--- DATASET EXCERPTS Enclosed Below ---

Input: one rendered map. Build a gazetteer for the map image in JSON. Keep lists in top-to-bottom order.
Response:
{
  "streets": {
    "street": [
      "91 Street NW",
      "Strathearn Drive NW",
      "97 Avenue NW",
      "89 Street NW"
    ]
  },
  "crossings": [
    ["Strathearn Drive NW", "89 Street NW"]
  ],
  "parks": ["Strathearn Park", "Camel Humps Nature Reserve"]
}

--- End of Enclosed DATASET EXCERPTS ---
--- DATASET EXCERPTS Enclosed Below ---

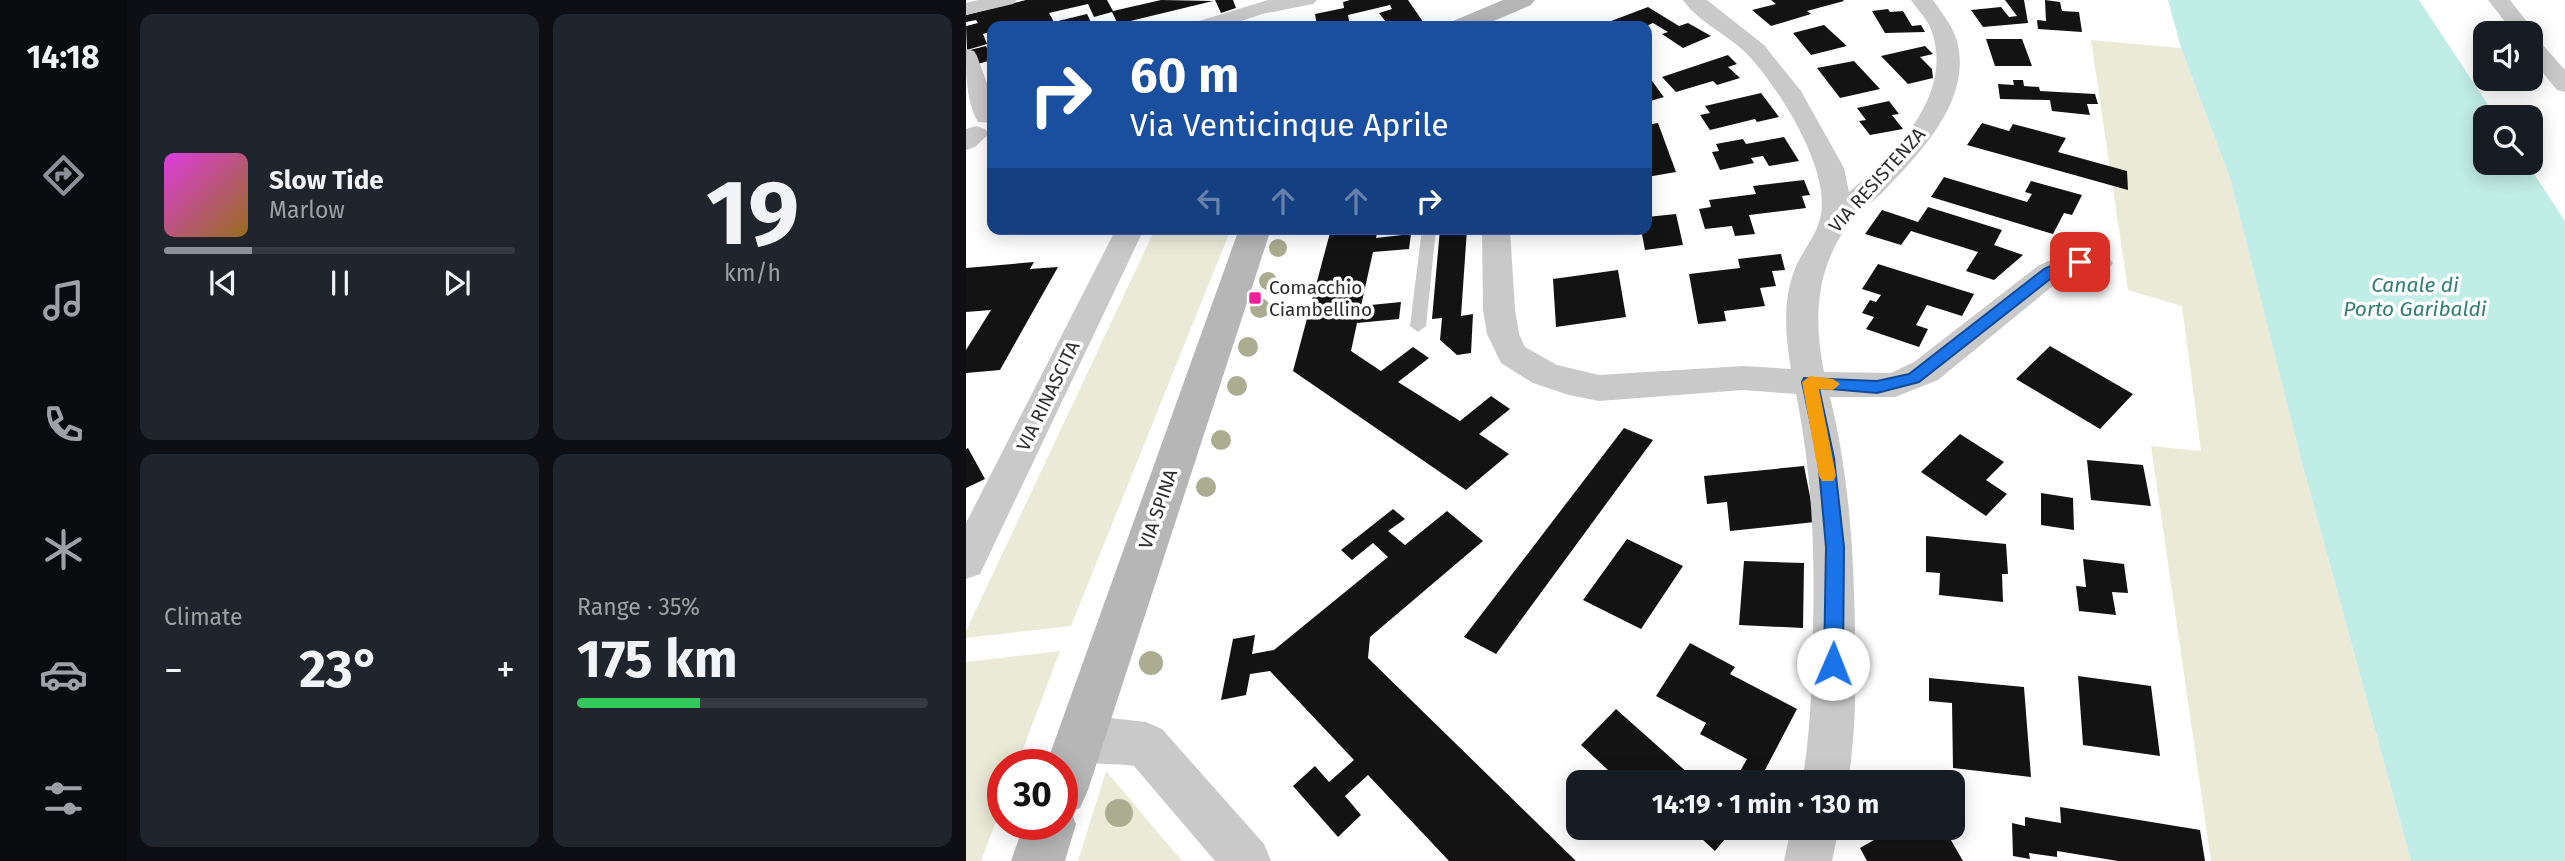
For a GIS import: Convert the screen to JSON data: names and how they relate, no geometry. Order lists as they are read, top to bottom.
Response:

--- End of Enclosed DATASET EXCERPTS ---

PROBLEM DETAILS - Every line above that holds the word "bottom" should be copied out.

OUTPUT OF THE EXERCISE -
Input: one rendered map. Build a gazetteer for the map image in JSON. Keep lists in top-to-bottom order.
For a GIS import: Convert the screen to JSON data: names and how they relate, no geometry. Order lists as they are read, top to bottom.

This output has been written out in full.